=== TASK PROMPT ===
The reply should be a single number: the count of lines below that contain the word "joint".

(GIVEN INFORMATION begins)

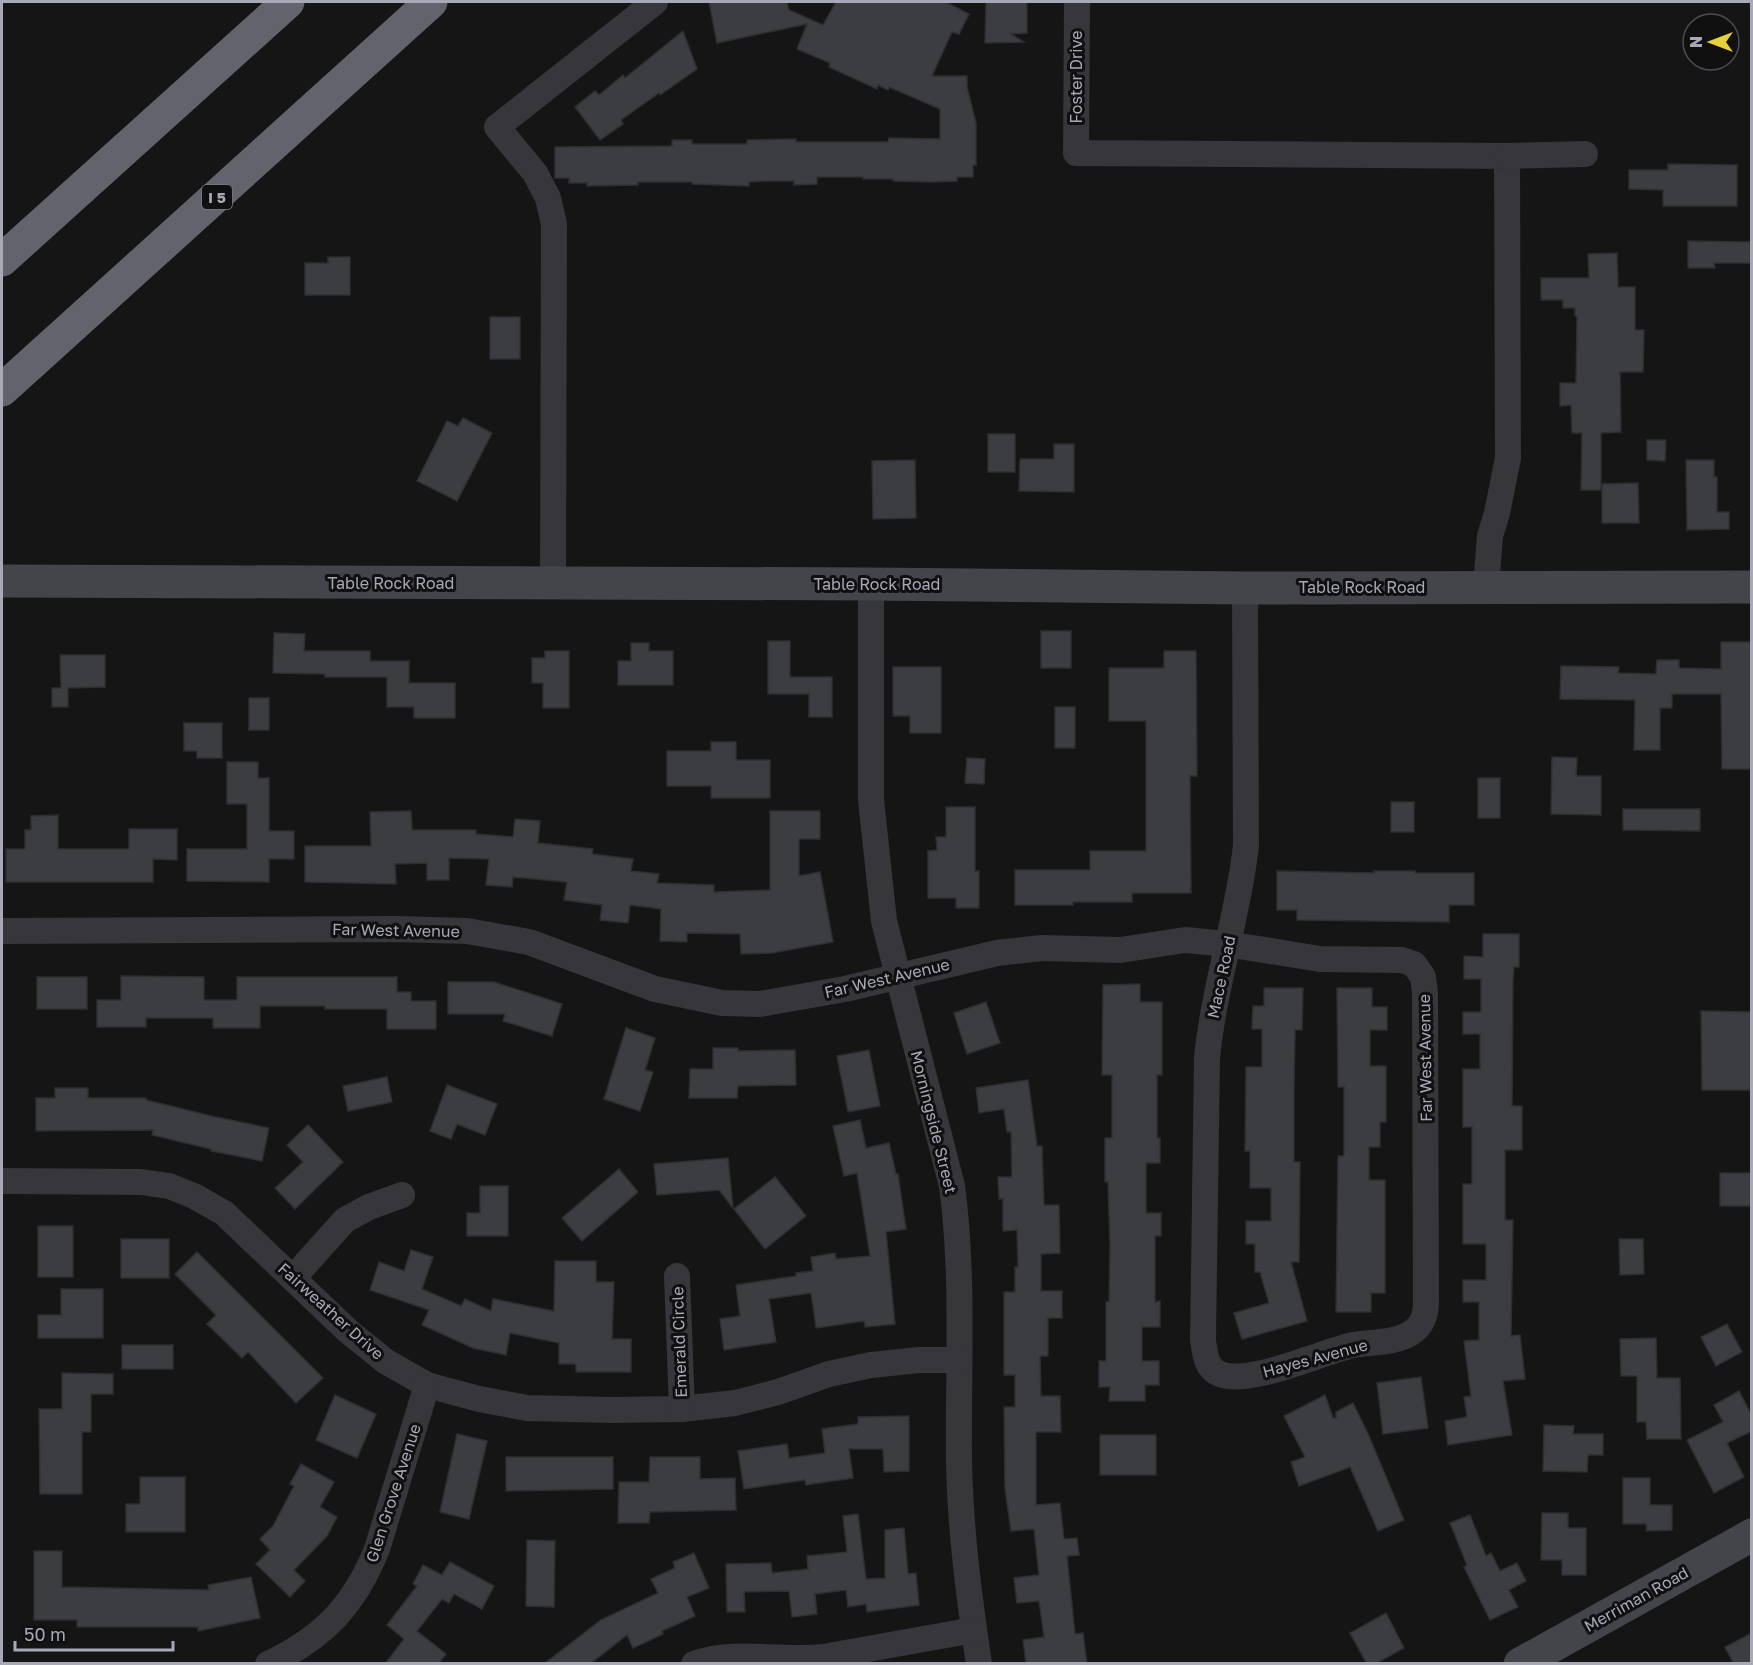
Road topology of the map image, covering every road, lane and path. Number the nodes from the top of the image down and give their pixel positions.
1 (288, 2) edge
2 (430, 2) edge
3 (655, 2) edge
4 (1077, 2) edge
5 (1585, 154) dead end
6 (1507, 156) junction
7 (2, 260) edge
8 (2, 390) edge
9 (2, 581) edge
10 (553, 583) junction
11 (871, 584) junction
12 (1486, 587) junction
13 (1752, 587) edge
14 (1245, 588) junction
15 (2, 931) edge
16 (1227, 944) junction
17 (897, 976) junction
18 (2, 1181) edge
19 (402, 1195) dead end
20 (677, 1276) dead end
21 (293, 1278) junction
22 (1420, 1325) joint
23 (959, 1360) junction
24 (1209, 1366) joint
25 (428, 1385) junction
26 (682, 1409) junction
27 (1752, 1535) edge
28 (974, 1630) junction
29 (268, 1664) edge
30 (694, 1664) edge
31 (979, 1664) edge
32 (1520, 1664) edge

1 - 7 highway
2 - 8 highway, I 5
3 - 10 street
4 - 6 street, Foster Drive
5 - 6 street
6 - 12 street
9 - 10 main road, Table Rock Road
10 - 11 main road, Table Rock Road
11 - 14 main road, Table Rock Road
11 - 17 street, Morningside Street
12 - 13 main road, Table Rock Road
12 - 14 main road, Table Rock Road
14 - 16 street, Mace Road
15 - 17 street, Far West Avenue
16 - 17 street, Far West Avenue
16 - 22 street, Far West Avenue
16 - 24 street, Mace Road
17 - 23 street, Morningside Street
18 - 21 street, Fairweather Drive
19 - 21 street
20 - 26 street, Emerald Circle
21 - 25 street, Fairweather Drive
22 - 24 street, Hayes Avenue
23 - 26 street, Fairweather Drive
23 - 28 street, Morningside Street
25 - 26 street, Fairweather Drive
25 - 29 street, Glen Grove Avenue
27 - 32 main road, Merriman Road
28 - 30 street
28 - 31 street, Morningside Street

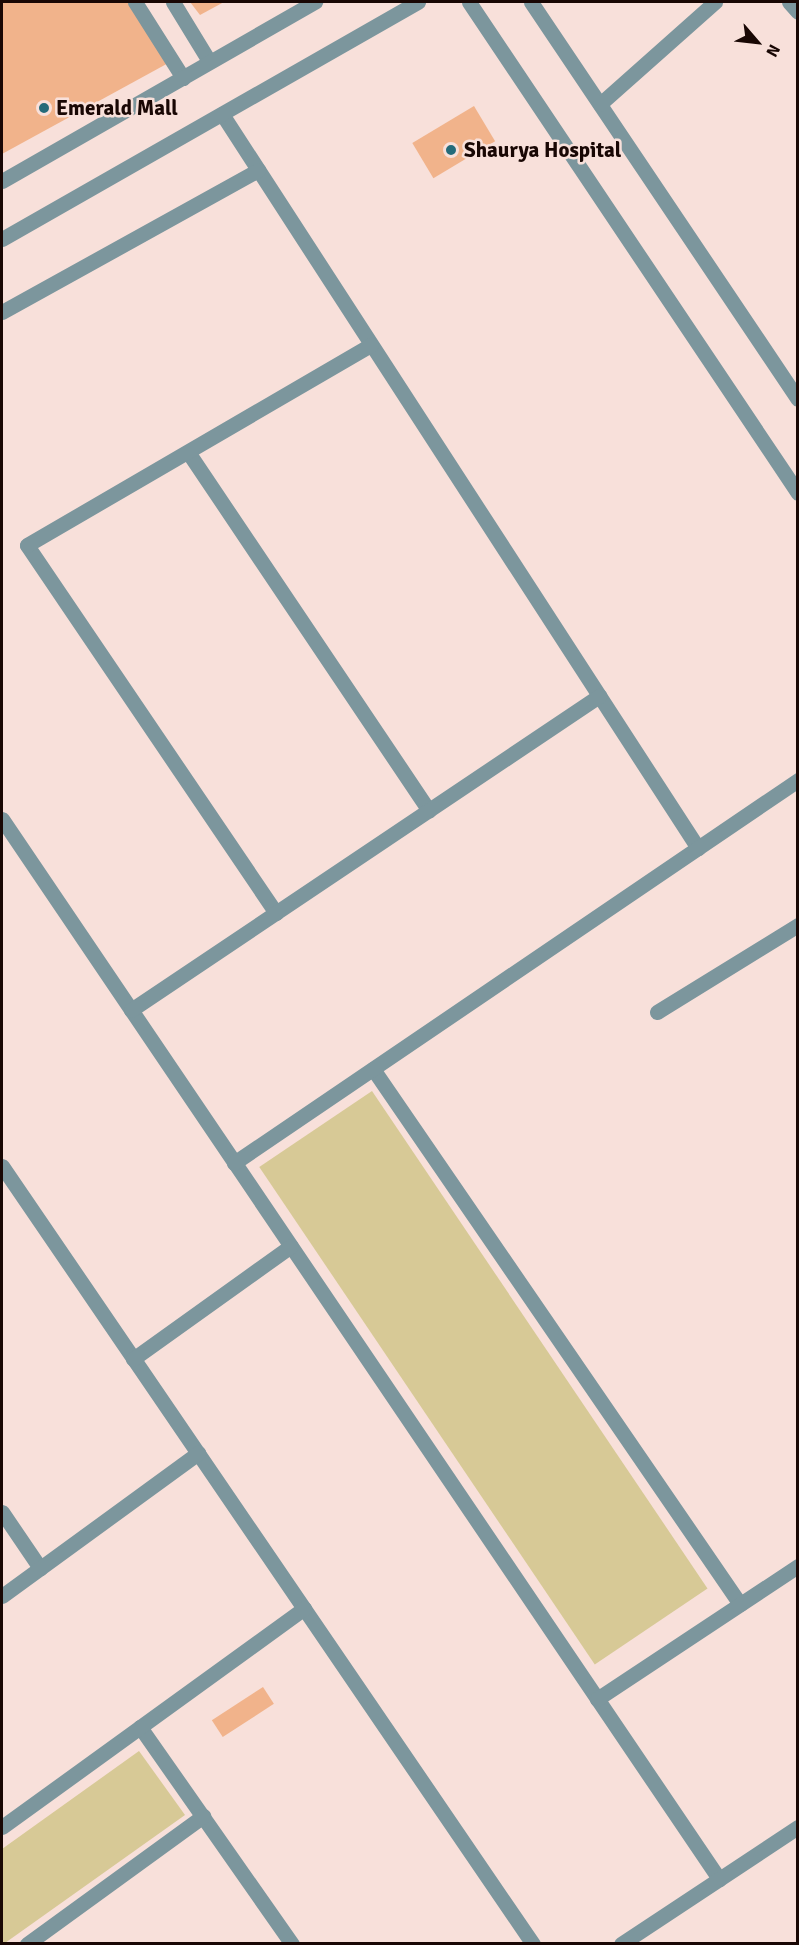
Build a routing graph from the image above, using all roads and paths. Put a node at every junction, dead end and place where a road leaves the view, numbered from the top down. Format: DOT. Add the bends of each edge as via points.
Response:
graph roads {
  1 [pos="135,2"];
  2 [pos="173,2"];
  3 [pos="315,2"];
  4 [pos="418,2"];
  5 [pos="469,2"];
  6 [pos="531,2"];
  7 [pos="715,2"];
  8 [pos="789,2"];
  9 [pos="798,12"];
  10 [pos="209,61"];
  11 [pos="183,78"];
  12 [pos="600,104"];
  13 [pos="222,114"];
  14 [pos="258,170"];
  15 [pos="2,181"];
  16 [pos="2,239"];
  17 [pos="2,312"];
  18 [pos="371,345"];
  19 [pos="798,399"];
  20 [pos="188,452"];
  21 [pos="798,493"];
  22 [pos="599,696"];
  23 [pos="798,780"];
  24 [pos="429,810"];
  25 [pos="2,819"];
  26 [pos="698,848"];
  27 [pos="276,913"];
  28 [pos="798,924"];
  29 [pos="131,1010"];
  30 [pos="657,1012"];
  31 [pos="373,1069"];
  32 [pos="234,1163"];
  33 [pos="2,1166"];
  34 [pos="291,1246"];
  35 [pos="133,1359"];
  36 [pos="198,1453"];
  37 [pos="2,1512"];
  38 [pos="798,1566"];
  39 [pos="40,1568"];
  40 [pos="2,1596"];
  41 [pos="740,1604"];
  42 [pos="304,1608"];
  43 [pos="597,1699"];
  44 [pos="140,1727"];
  45 [pos="203,1816"];
  46 [pos="2,1827"];
  47 [pos="798,1827"];
  48 [pos="719,1879"];
  49 [pos="27,1944"];
  50 [pos="292,1944"];
  51 [pos="533,1944"];
  52 [pos="621,1944"];
  1 -- 11 [label="street"];
  2 -- 10 [label="street"];
  3 -- 10 [label="street"];
  4 -- 13 [label="street"];
  5 -- 21 [label="street"];
  6 -- 12 [label="street"];
  7 -- 12 [label="street"];
  8 -- 9 [label="street"];
  10 -- 11 [label="street"];
  11 -- 15 [label="street"];
  12 -- 19 [label="street"];
  13 -- 14 [label="street"];
  13 -- 16 [label="street"];
  14 -- 17 [label="street"];
  14 -- 18 [label="street"];
  18 -- 20 [label="street"];
  18 -- 22 [label="street"];
  20 -- 24 [label="street"];
  20 -- 27 [label="street" via="27,545"];
  22 -- 24 [label="street"];
  22 -- 26 [label="street"];
  23 -- 26 [label="street"];
  24 -- 27 [label="street"];
  25 -- 29 [label="street"];
  26 -- 31 [label="street"];
  27 -- 29 [label="street"];
  28 -- 30 [label="street"];
  29 -- 32 [label="street"];
  31 -- 32 [label="street"];
  31 -- 41 [label="street"];
  32 -- 34 [label="street"];
  33 -- 35 [label="street"];
  34 -- 35 [label="street"];
  34 -- 43 [label="street"];
  35 -- 36 [label="street"];
  36 -- 39 [label="street"];
  36 -- 42 [label="street"];
  37 -- 39 [label="street"];
  38 -- 41 [label="street"];
  39 -- 40 [label="street"];
  41 -- 43 [label="street"];
  42 -- 44 [label="street"];
  42 -- 51 [label="street"];
  43 -- 48 [label="street"];
  44 -- 45 [label="street"];
  44 -- 46 [label="street"];
  45 -- 49 [label="street"];
  45 -- 50 [label="street"];
  47 -- 48 [label="street"];
  48 -- 52 [label="street"];
}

(GIVEN INFORMATION ends)

=== ANSWER TO THIS PROBLEM ===
2